Instead of "IP_ADDRESS", write the IP address (for example 192.168.204.31).

Finally, we define the services to be tested in the services.cfg file:

define service{
  use                 generic-service
  hostgroup_name      test-group
  service_description Ping
  check_command       check_ping!200.0,20%!600.0,60%
}

define service{
 host_name            my_client
 use                  generic-service
 service_description  Nginx Web server
 check_command        check_http_port!8082
}

define command{
 command_name         check_http_port
 command_line         $USER1$/check_http -I $HOSTADDRESS$ -p $ARG1$
}

What are we doing here? Well, we define two services:

  • a first "ping" service pinging the servers of the test-group,
  • a second "Nginx Web server" service performing a test of connection to the HTTP server on the port 8082.

We use the plugin "check_http". The basic syntax is:

check_command check_http

However, this plugin does the test on port 80 by default. Our server running on port 8082, we have to modify the way we call this plugin by specifying the port, namely 8082.
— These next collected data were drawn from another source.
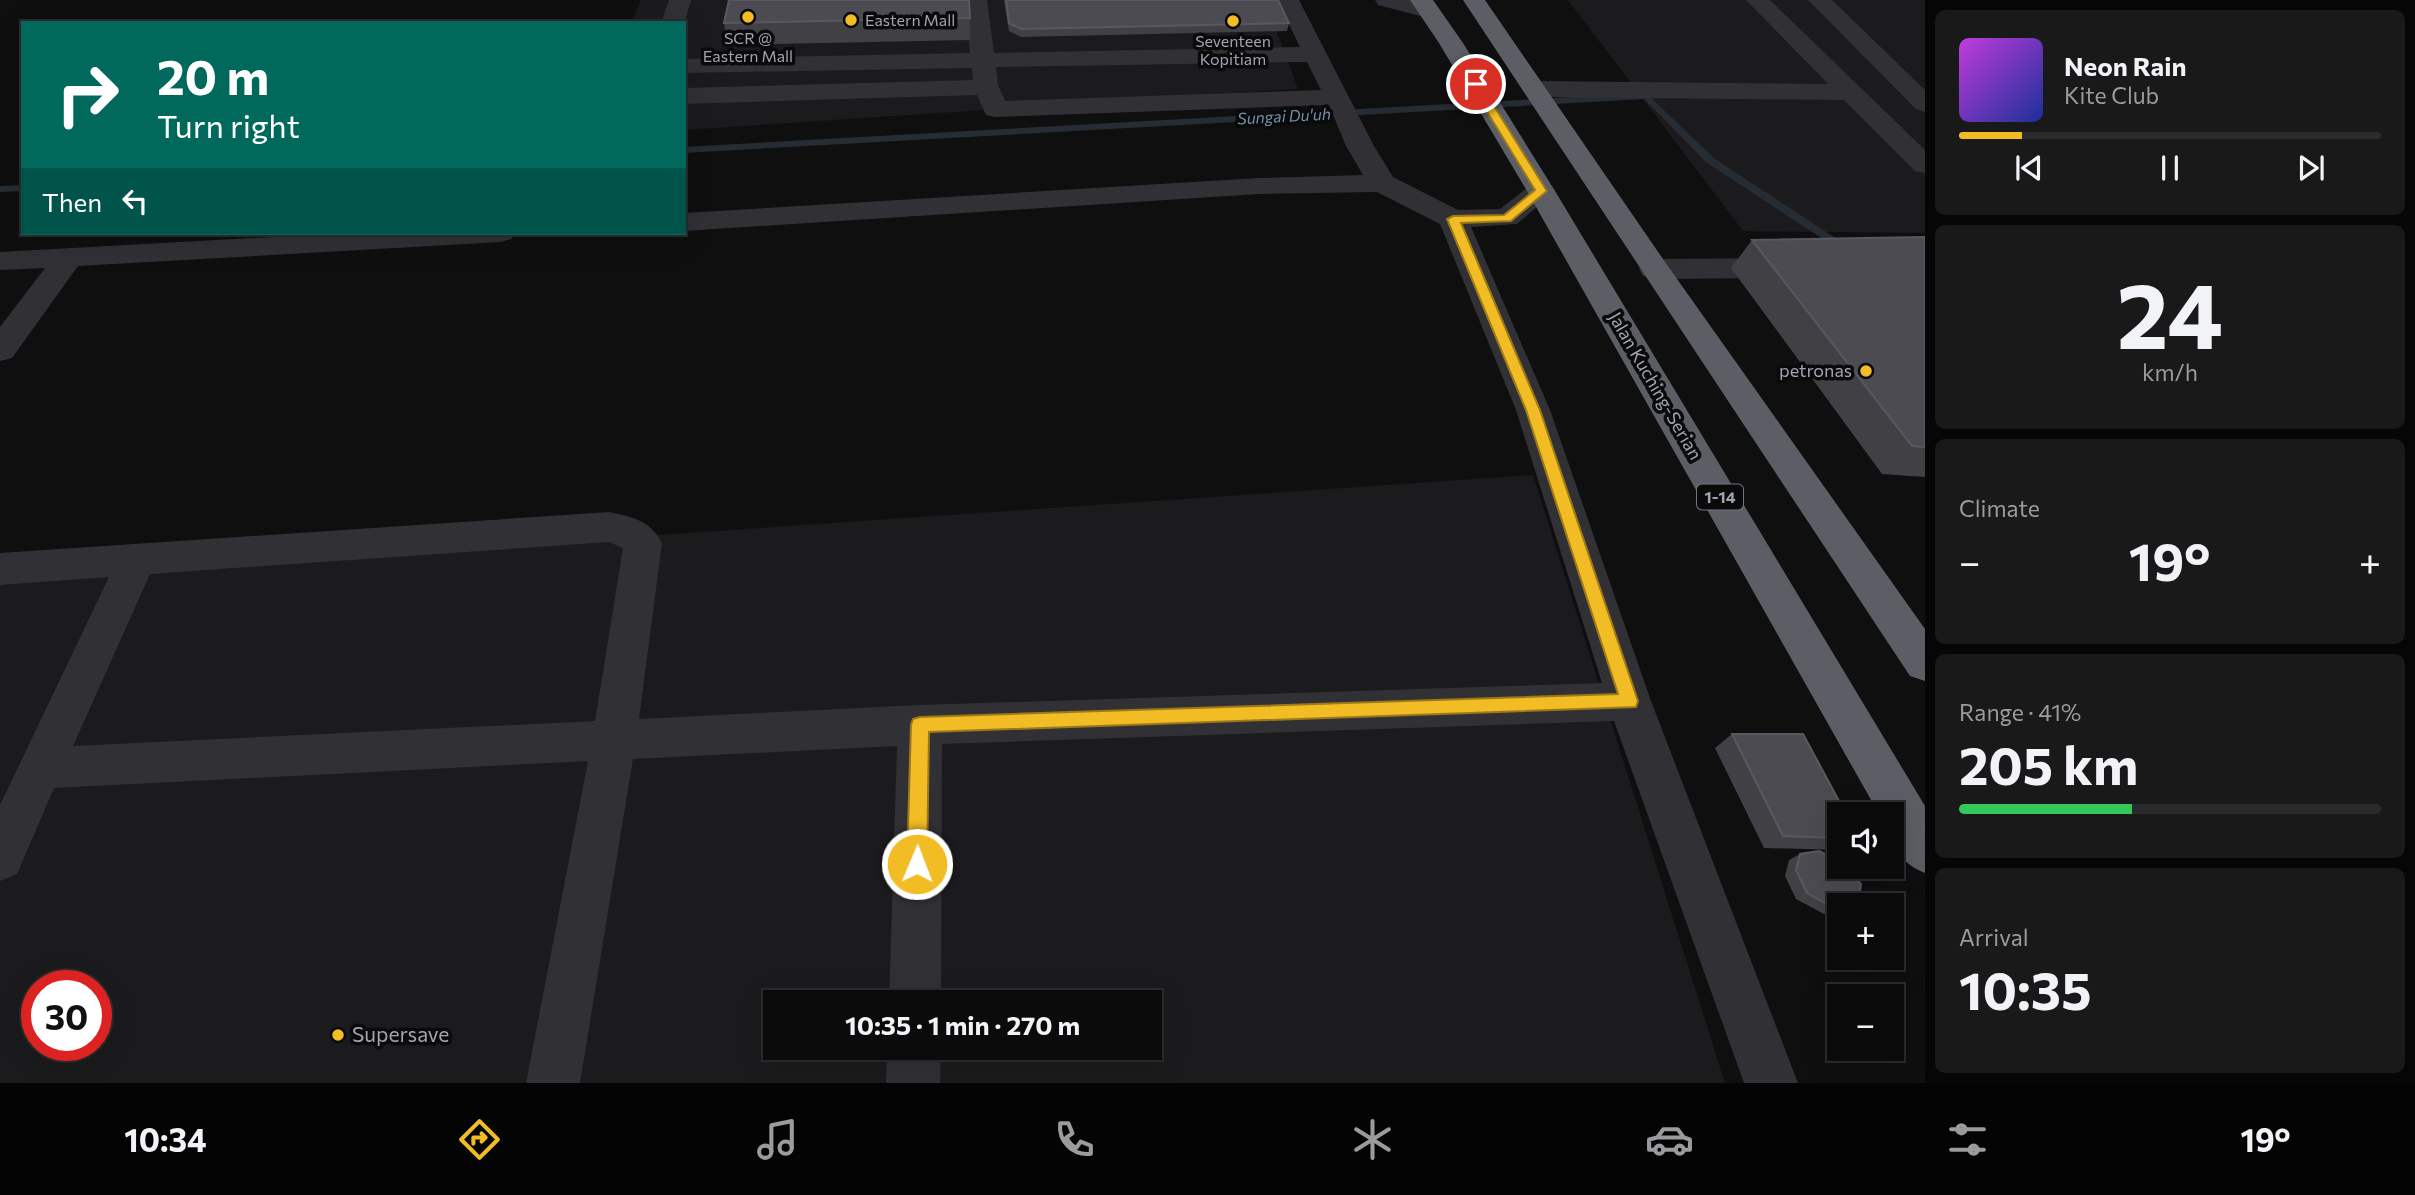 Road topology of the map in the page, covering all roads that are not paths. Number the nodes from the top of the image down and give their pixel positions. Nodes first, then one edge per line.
1 (680, 0) edge
2 (976, 0) edge
3 (1288, 0) edge
4 (1386, 0) edge
5 (1474, 0) edge
6 (1758, 0) edge
7 (1819, 0) edge
8 (1425, 6) edge
9 (674, 21) edge
10 (1316, 54) junction
11 (981, 59) junction
12 (686, 65) edge
13 (1828, 68) junction
14 (1887, 69) junction
15 (1925, 69) edge
16 (1852, 92) junction
17 (686, 96) edge
18 (991, 98) junction
19 (1542, 99) junction
20 (1340, 100) junction
21 (1925, 104) edge
22 (845, 116) dead end
23 (1925, 165) edge
24 (1382, 183) junction
25 (1541, 191) junction
26 (1453, 219) junction
27 (686, 222) edge
28 (466, 235) edge
29 (68, 258) junction
30 (0, 261) edge
31 (1818, 268) edge
32 (1654, 269) junction
33 (0, 350) edge
34 (136, 561) junction
35 (0, 569) edge
36 (1925, 663) edge
37 (1629, 701) junction
38 (920, 725) junction
39 (614, 740) junction
40 (40, 768) junction
41 (1925, 850) edge
42 (0, 858) edge
43 (915, 990) edge
44 (914, 1060) edge
45 (553, 1083) edge
46 (913, 1083) edge
47 (1771, 1083) edge

1 - 9 street
2 - 11 street
3 - 10 street
4 - 8 street
5 - 19 highway
6 - 13 street
7 - 14 street
8 - 25 highway, Jalan Kuching-Serian / 1-14
10 - 11 street
10 - 20 street
11 - 12 street
11 - 18 street
13 - 14 street
13 - 16 street
14 - 15 street
14 - 21 street
16 - 19 street
16 - 23 street
17 - 18 street
18 - 20 street
18 - 22 street
19 - 32 highway
20 - 24 street
24 - 26 street
24 - 27 street
25 - 26 street
25 - 41 highway, Jalan Kuching-Serian / 1-14
26 - 37 street
28 - 29 street
29 - 30 street
29 - 33 street
31 - 32 street
32 - 36 highway
34 - 35 street
34 - 39 street
34 - 40 street
37 - 38 street
37 - 47 street
38 - 39 street
38 - 43 street
39 - 40 street
39 - 45 street
40 - 42 street
44 - 46 street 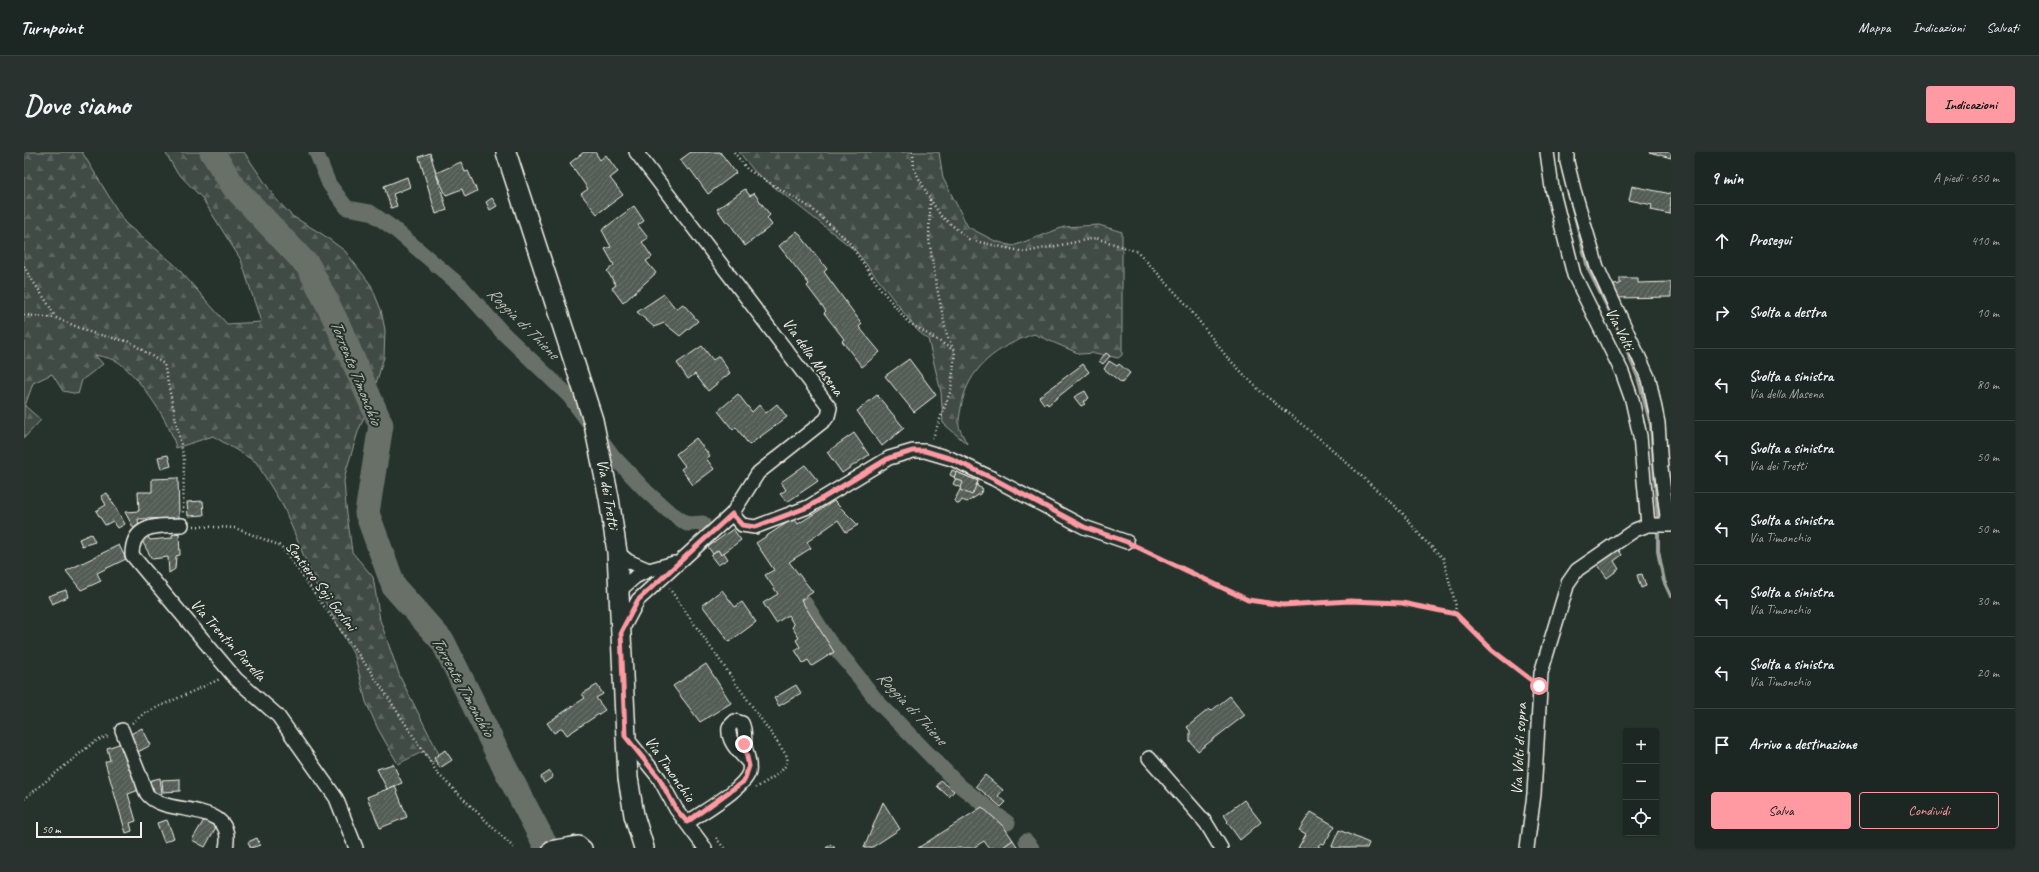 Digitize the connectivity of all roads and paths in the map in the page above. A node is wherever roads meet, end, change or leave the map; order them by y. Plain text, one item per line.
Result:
1 (506, 152) edge
2 (636, 152) edge
3 (734, 152) edge
4 (913, 152) edge
5 (1547, 152) edge
6 (1567, 152) edge
7 (930, 199) junction
8 (24, 266) edge
9 (24, 316) edge
10 (56, 318) junction
11 (955, 351) junction
12 (913, 451) junction
13 (732, 514) junction
14 (182, 525) junction
15 (1648, 525) junction
16 (1670, 525) edge
17 (1127, 542) joint
18 (617, 552) junction
19 (680, 560) junction
20 (649, 570) junction
21 (664, 576) junction
22 (619, 591) junction
23 (1452, 613) junction
24 (621, 632) junction
25 (236, 679) junction
26 (1539, 686) junction
27 (122, 730) junction
28 (625, 736) junction
29 (1149, 758) dead end
30 (748, 762) dead end
31 (24, 799) edge
32 (687, 822) junction
33 (552, 847) edge
34 (226, 848) edge
35 (356, 848) edge
36 (514, 848) edge
37 (585, 848) edge
38 (644, 848) edge
39 (705, 848) edge
40 (1221, 848) edge
41 (1527, 848) edge

1 - 18 street, Via dei Tretti
2 - 13 street, Via della Masena
3 - 11 path
4 - 7 path
5 - 15 street, Via Volti
6 - 16 street, Via Volti
7 - 11 path
7 - 23 path
8 - 10 path
9 - 10 path
10 - 14 path
11 - 12 path
12 - 13 street
12 - 17 street
13 - 19 street, Via della Masena
14 - 25 street, Via Trentin Pierella
14 - 36 path, Sentiero Soji Gorlini
15 - 16 street, Via Volti di sopra
15 - 26 street, Via Volti di sopra
17 - 23 path
18 - 20 street
18 - 22 street, Via dei Tretti
19 - 20 street, Via della Masena
19 - 21 street, Via della Masena
20 - 22 street, Via della Masena
21 - 22 street, Via della Masena
21 - 24 street, Via della Masena
22 - 24 street, Via dei Tretti
23 - 26 path
24 - 28 street, Via dei Tretti
25 - 27 path
25 - 35 street, Via Trentin Pierella
26 - 41 street, Via Volti di sopra
27 - 31 path
27 - 34 street
28 - 32 street, Via Timonchio
28 - 38 street, Via dei Tretti
29 - 40 street
30 - 32 street, Via Timonchio
32 - 39 street, Via Timonchio
33 - 37 street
If you go to Nagios, after a certain period of time you will see that the verification of the services is done successfully and their status goes green.

Now, let's stop the Nginx service with this command:

docker-compose stop nginx

By returning to Nagios, after a certain delay, and after refreshing the page, you will see that the service verification fails and their status turns red.

Now, it would be nice to be alerted by email. To do this, you must add a contact, or simply modify the predefined contact. To do that, open the contacts.cfg file and specify the recipient's email in the line starting with "email":

define contact {

  contact_name nagiosadmin

  use generic-contact

  alias Nagios Admin

  email XXXXXX

 }

Here are some examples of plugins to monitor services.

In first, there are plugins to verify that a number of servers are working properly. Essentially, this is to verify that they return the expected header when connecting:

  • check_http to monitor an HTTP server,
  • check_ftp to monitor an FTP server,
  • check_ssh to monitor an SSH server,
  • check_smtp to monitor an SMTP server,
  • check_pop to monitor a POP3 server,
  • check_imap to monitor an IMAP server.

But there are also other plugins that can monitor servers:

  • check_local_disk to check the available disk space: it is thus possible to set up a notification of type warning if there remains less than 20% free space and an alert notification if it remains less than 10%;
  • check_local_users to check the number of users currently logged in;
  • check_local_procs to check the number of processors running on a server: it is possible for example to define a notification of type warning if there are more than 200 processes and an alert notification if there are more than 400;
  • check_mem to check the available memory;
  • check_local_load to check the server load;
  • check_local_swap to check the use of the swap space;
  • check_raid to check the RAID operation of the hardware;
  • check_ddos to detect DDOS attacks.

Nagios is one of the services monitoring solutions, among others. It has the advantage of being very old and having a large number of plugins. With a solution like Nagios, the supervision of hosts and their services becomes a much simpler exercise. But there are other more modern monitoring tools. We will see them later.

 


Pensées pour mieux produire

Soyez prévenu dès que mon livre "Pensées pour mieux produire" sera disponible à la vente !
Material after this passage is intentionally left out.